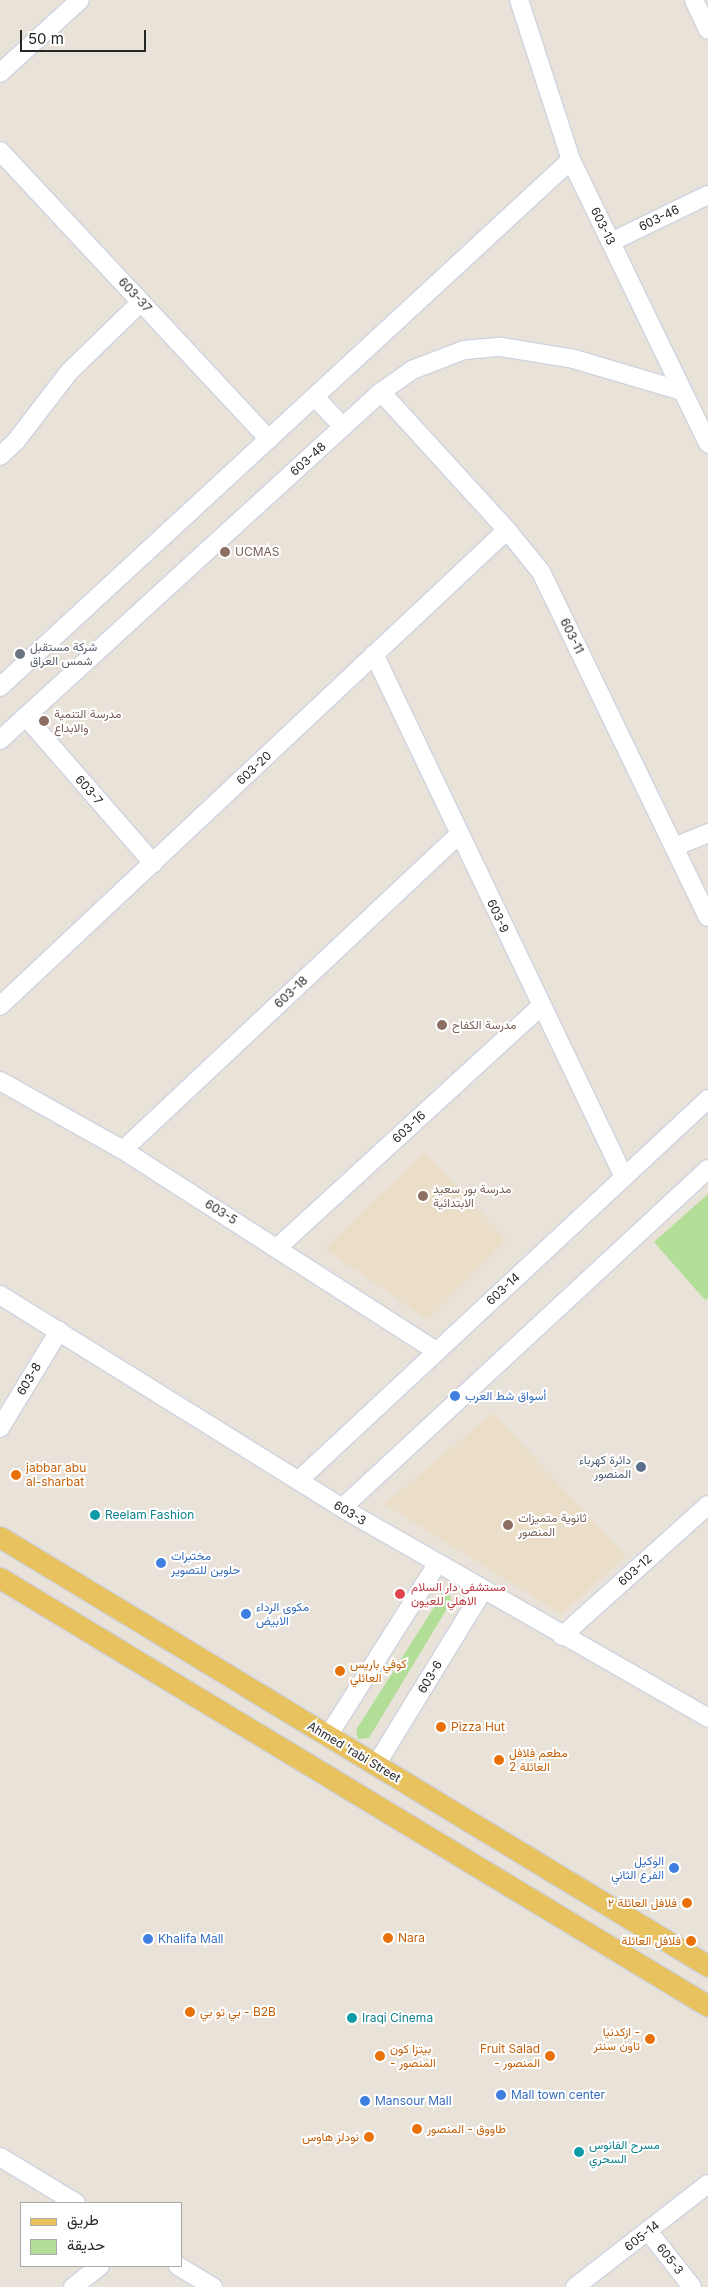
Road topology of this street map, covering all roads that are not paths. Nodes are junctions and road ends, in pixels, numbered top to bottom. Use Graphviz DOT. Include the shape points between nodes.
graph roads {
  1 [pos="80,0"];
  2 [pos="519,0"];
  3 [pos="694,0"];
  4 [pos="708,30"];
  5 [pos="0,73"];
  6 [pos="1,155"];
  7 [pos="572,160"];
  8 [pos="708,195"];
  9 [pos="611,242"];
  10 [pos="142,302"];
  11 [pos="682,391"];
  12 [pos="381,392"];
  13 [pos="314,397"];
  14 [pos="343,427"];
  15 [pos="269,439"];
  16 [pos="708,444"];
  17 [pos="0,456"];
  18 [pos="507,530"];
  19 [pos="374,654"];
  20 [pos="0,687"];
  21 [pos="26,717"];
  22 [pos="0,740"];
  23 [pos="708,833"];
  24 [pos="460,834"];
  25 [pos="674,847"];
  26 [pos="152,863"];
  27 [pos="708,917"];
  28 [pos="0,1006"];
  29 [pos="540,1006"];
  30 [pos="0,1081"];
  31 [pos="708,1098"];
  32 [pos="123,1150"];
  33 [pos="708,1169"];
  34 [pos="624,1177"];
  35 [pos="277,1248"];
  36 [pos="0,1295"];
  37 [pos="59,1330"];
  38 [pos="436,1351"];
  39 [pos="0,1428"];
  40 [pos="299,1480"];
  41 [pos="708,1505"];
  42 [pos="342,1508"];
  43 [pos="0,1537"];
  44 [pos="437,1564"];
  45 [pos="0,1578"];
  46 [pos="484,1589"];
  47 [pos="562,1636"];
  48 [pos="708,1718"];
  49 [pos="328,1736"];
  50 [pos="376,1765"];
  51 [pos="708,1966"];
  52 [pos="708,2006"];
  53 [pos="0,2157"];
  54 [pos="708,2184"];
  55 [pos="74,2202"];
  56 [pos="648,2231"];
  57 [pos="99,2267"];
  58 [pos="180,2267"];
  59 [pos="73,2287"];
  60 [pos="213,2287"];
  61 [pos="575,2287"];
  62 [pos="692,2287"];
  1 -- 5 [label="street"];
  2 -- 7 [label="street, 603-13"];
  3 -- 4 [label="street"];
  6 -- 10 [label="street, 603-37"];
  7 -- 9 [label="street, 603-13"];
  7 -- 13 [label="street"];
  8 -- 9 [label="street, 603-46"];
  9 -- 11 [label="street, 603-13"];
  10 -- 15 [label="street, 603-37"];
  10 -- 17 [label="street" via="69,372 16,441"];
  11 -- 12 [label="street, 603-48" via="574,359 501,347 464,350 428,361"];
  11 -- 16 [label="street, 603-13"];
  12 -- 14 [label="street, 603-48"];
  12 -- 18 [label="street, 603-11"];
  13 -- 14 [label="street"];
  13 -- 15 [label="street"];
  14 -- 21 [label="street, 603-48"];
  15 -- 20 [label="street"];
  18 -- 19 [label="street, 603-20"];
  18 -- 25 [label="street, 603-11" via="541,572"];
  19 -- 24 [label="street, 603-9"];
  19 -- 26 [label="street, 603-20"];
  21 -- 22 [label="street, 603-48"];
  21 -- 26 [label="street, 603-7"];
  23 -- 25 [label="street"];
  24 -- 29 [label="street, 603-9"];
  24 -- 32 [label="street, 603-18"];
  25 -- 27 [label="street, 603-11"];
  26 -- 28 [label="street, 603-20"];
  29 -- 34 [label="street, 603-9"];
  29 -- 35 [label="street, 603-16"];
  30 -- 32 [label="street, 603-5"];
  31 -- 34 [label="street, 603-14"];
  32 -- 35 [label="street, 603-5"];
  33 -- 42 [label="street"];
  34 -- 38 [label="street, 603-14"];
  35 -- 38 [label="street, 603-5"];
  36 -- 37 [label="street, 603-3"];
  37 -- 39 [label="street, 603-8"];
  37 -- 40 [label="street, 603-3"];
  38 -- 40 [label="street, 603-14"];
  40 -- 42 [label="street, 603-3"];
  41 -- 47 [label="street, 603-12"];
  42 -- 44 [label="street, 603-3"];
  43 -- 49 [label="main road, Ahmed 'rabi Street"];
  44 -- 46 [label="street, 603-3"];
  44 -- 49 [label="street"];
  45 -- 52 [label="main road"];
  46 -- 47 [label="street, 603-3"];
  46 -- 50 [label="street, 603-6"];
  47 -- 48 [label="street, 603-3"];
  49 -- 50 [label="main road, Ahmed 'rabi Street"];
  50 -- 51 [label="main road, Ahmed 'rabi Street"];
  53 -- 55 [label="street"];
  54 -- 56 [label="street, 605-14"];
  56 -- 61 [label="street, 605-14"];
  56 -- 62 [label="street, 605-3"];
  57 -- 59 [label="street"];
  58 -- 60 [label="street"];
}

——————

_Problem description_: Repeat the records above exactly. Pictures do not belong in the copy.

_Solution_:
Road topology of this street map, covering all roads that are not paths. Nodes are junctions and road ends, in pixels, numbered top to bottom. Use Graphviz DOT. Include the shape points between nodes.
graph roads {
  1 [pos="80,0"];
  2 [pos="519,0"];
  3 [pos="694,0"];
  4 [pos="708,30"];
  5 [pos="0,73"];
  6 [pos="1,155"];
  7 [pos="572,160"];
  8 [pos="708,195"];
  9 [pos="611,242"];
  10 [pos="142,302"];
  11 [pos="682,391"];
  12 [pos="381,392"];
  13 [pos="314,397"];
  14 [pos="343,427"];
  15 [pos="269,439"];
  16 [pos="708,444"];
  17 [pos="0,456"];
  18 [pos="507,530"];
  19 [pos="374,654"];
  20 [pos="0,687"];
  21 [pos="26,717"];
  22 [pos="0,740"];
  23 [pos="708,833"];
  24 [pos="460,834"];
  25 [pos="674,847"];
  26 [pos="152,863"];
  27 [pos="708,917"];
  28 [pos="0,1006"];
  29 [pos="540,1006"];
  30 [pos="0,1081"];
  31 [pos="708,1098"];
  32 [pos="123,1150"];
  33 [pos="708,1169"];
  34 [pos="624,1177"];
  35 [pos="277,1248"];
  36 [pos="0,1295"];
  37 [pos="59,1330"];
  38 [pos="436,1351"];
  39 [pos="0,1428"];
  40 [pos="299,1480"];
  41 [pos="708,1505"];
  42 [pos="342,1508"];
  43 [pos="0,1537"];
  44 [pos="437,1564"];
  45 [pos="0,1578"];
  46 [pos="484,1589"];
  47 [pos="562,1636"];
  48 [pos="708,1718"];
  49 [pos="328,1736"];
  50 [pos="376,1765"];
  51 [pos="708,1966"];
  52 [pos="708,2006"];
  53 [pos="0,2157"];
  54 [pos="708,2184"];
  55 [pos="74,2202"];
  56 [pos="648,2231"];
  57 [pos="99,2267"];
  58 [pos="180,2267"];
  59 [pos="73,2287"];
  60 [pos="213,2287"];
  61 [pos="575,2287"];
  62 [pos="692,2287"];
  1 -- 5 [label="street"];
  2 -- 7 [label="street, 603-13"];
  3 -- 4 [label="street"];
  6 -- 10 [label="street, 603-37"];
  7 -- 9 [label="street, 603-13"];
  7 -- 13 [label="street"];
  8 -- 9 [label="street, 603-46"];
  9 -- 11 [label="street, 603-13"];
  10 -- 15 [label="street, 603-37"];
  10 -- 17 [label="street" via="69,372 16,441"];
  11 -- 12 [label="street, 603-48" via="574,359 501,347 464,350 428,361"];
  11 -- 16 [label="street, 603-13"];
  12 -- 14 [label="street, 603-48"];
  12 -- 18 [label="street, 603-11"];
  13 -- 14 [label="street"];
  13 -- 15 [label="street"];
  14 -- 21 [label="street, 603-48"];
  15 -- 20 [label="street"];
  18 -- 19 [label="street, 603-20"];
  18 -- 25 [label="street, 603-11" via="541,572"];
  19 -- 24 [label="street, 603-9"];
  19 -- 26 [label="street, 603-20"];
  21 -- 22 [label="street, 603-48"];
  21 -- 26 [label="street, 603-7"];
  23 -- 25 [label="street"];
  24 -- 29 [label="street, 603-9"];
  24 -- 32 [label="street, 603-18"];
  25 -- 27 [label="street, 603-11"];
  26 -- 28 [label="street, 603-20"];
  29 -- 34 [label="street, 603-9"];
  29 -- 35 [label="street, 603-16"];
  30 -- 32 [label="street, 603-5"];
  31 -- 34 [label="street, 603-14"];
  32 -- 35 [label="street, 603-5"];
  33 -- 42 [label="street"];
  34 -- 38 [label="street, 603-14"];
  35 -- 38 [label="street, 603-5"];
  36 -- 37 [label="street, 603-3"];
  37 -- 39 [label="street, 603-8"];
  37 -- 40 [label="street, 603-3"];
  38 -- 40 [label="street, 603-14"];
  40 -- 42 [label="street, 603-3"];
  41 -- 47 [label="street, 603-12"];
  42 -- 44 [label="street, 603-3"];
  43 -- 49 [label="main road, Ahmed 'rabi Street"];
  44 -- 46 [label="street, 603-3"];
  44 -- 49 [label="street"];
  45 -- 52 [label="main road"];
  46 -- 47 [label="street, 603-3"];
  46 -- 50 [label="street, 603-6"];
  47 -- 48 [label="street, 603-3"];
  49 -- 50 [label="main road, Ahmed 'rabi Street"];
  50 -- 51 [label="main road, Ahmed 'rabi Street"];
  53 -- 55 [label="street"];
  54 -- 56 [label="street, 605-14"];
  56 -- 61 [label="street, 605-14"];
  56 -- 62 [label="street, 605-3"];
  57 -- 59 [label="street"];
  58 -- 60 [label="street"];
}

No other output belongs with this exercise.